At the same time I am a strong believer in the honesty of autonomy. As The Episcopal Church we will do the best we know how with the widest of critical (and sometimes damning) input, but we will finally stand. What does this means for Anglican Communion life? A lot depends on how much our autonomy is viewed by others and ourselves as "autonomy within communion."
We have contributed a great deal to the form of the Anglican Covenant we now have before us. Dr. Radner was in on the foundational work on this Covenant idea and its formation. The development of the Covenant has moved on from the first draft and it looks a good bit different at this point. I don't think he likes where it has gone.
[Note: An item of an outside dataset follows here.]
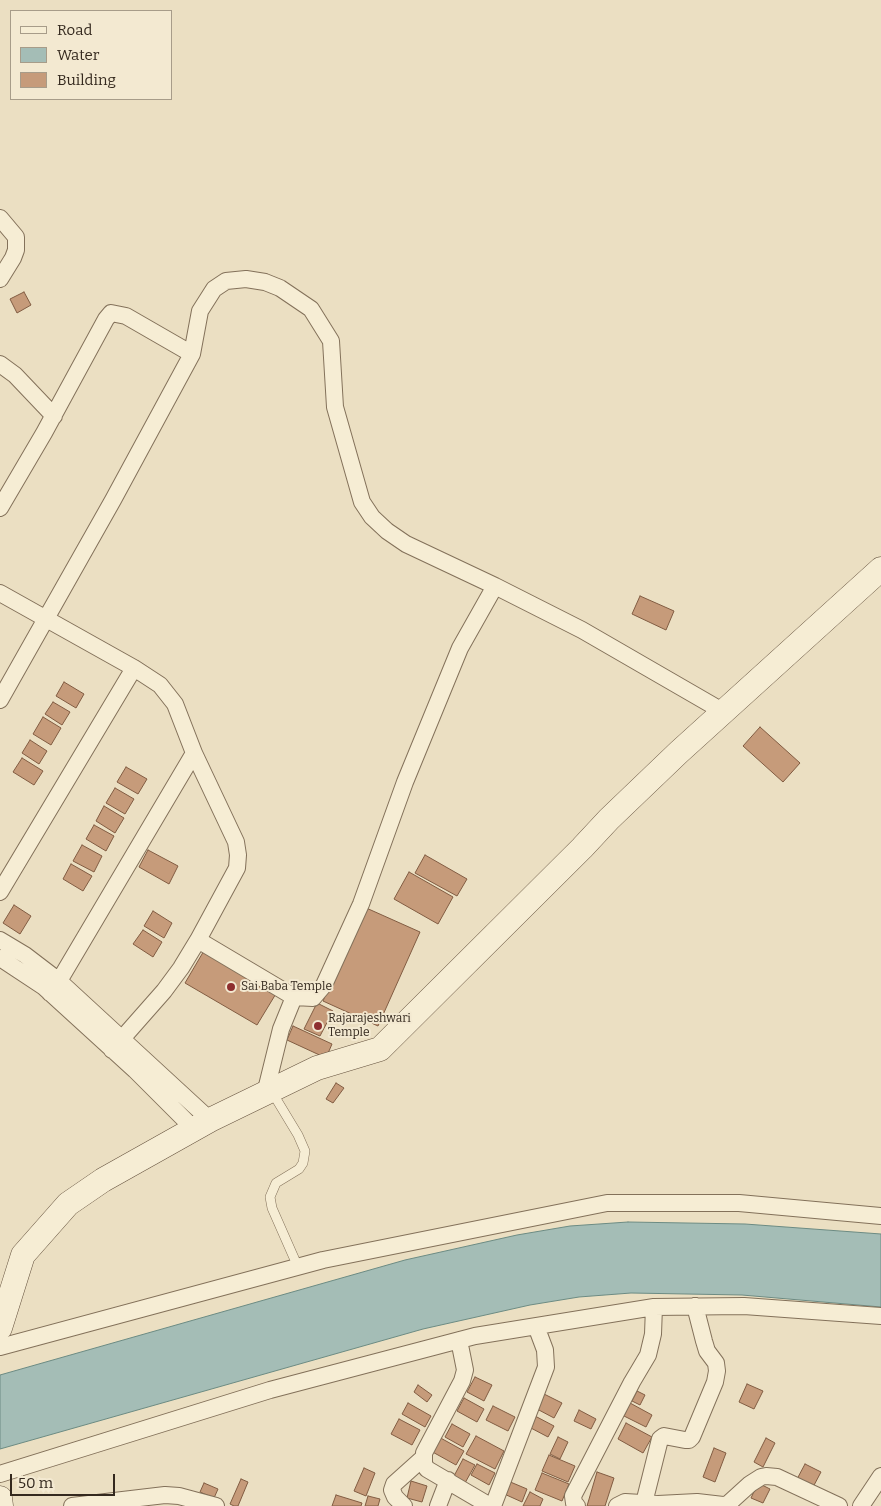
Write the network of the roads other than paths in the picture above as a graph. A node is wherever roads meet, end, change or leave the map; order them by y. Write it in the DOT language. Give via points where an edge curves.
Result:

Now we are into the final stretch. Each national or regional church in the Communion is invited to respond. It would deny the reality of autonomy to suggest that our further discussion of the merits of this Covenant, or our possible hesitations about some elements in it, was a sign of disloyalty to the Communion. Far from it: We can only be in Communion to the extent that we are truly willing to be who we are, and if our common life as a church is such that we remain a discomfort to the community of churches called the Anglican Communion, or if we find we cannot in the end join in supporting this specific Covenant, that is precisely what we were asked to reveal and what was expected of us.
All the churches of the Communion are now in the stage where the covenant is to be studies and discussed to the end that each Church might make an informed decision about signing on to it. That will take TEC a few years. It will take other churches shorter or longer.
I would hope that the run to sign on quickly is not taken by Dr. Radner and others as a virtue.
I have not read the constitution and canons of all the churches of the Communion, but I have read several and not surprisingly these constitutions are distinctly constitutions of autonomous churches. No one suggests that these churches are devoid of feelings for communion, both within the Anglican Communion and across the spectrum of christian communities. But those feelings of commonality are not at all to be confused with the distinct character of the churches.
The unexamined Covenant is not worth having, and an examined Covenant might be found wanting. So this is no time to walk away from the conversation. It is no time either to rush to judgment for or against. Ephraim Radner is to be commended for the call to constructive labor. So, come labor on.
I say all of this, of course, and then The Pluralist Speaks comes out with a rousing critique of Radner's paper, the lead character being, "The Reverend Dr. A Frame Reader" who seems clearly to be thinking of Radner as a Anglican Churchillian frump in "A Frame's Defiant Stand in Half." (Both drawings are by Adrain Worsfold)
I love Adrian Worsfold's take-offs, and it appears that some times I rather admire some of what Ephraim Radner has to say. Perhaps in loving these two very different rascals there is a meeting ground after all... we meet where words fall away and people finally stretch a bit, scratch a bit, and wonder together, "what will the next act bring?"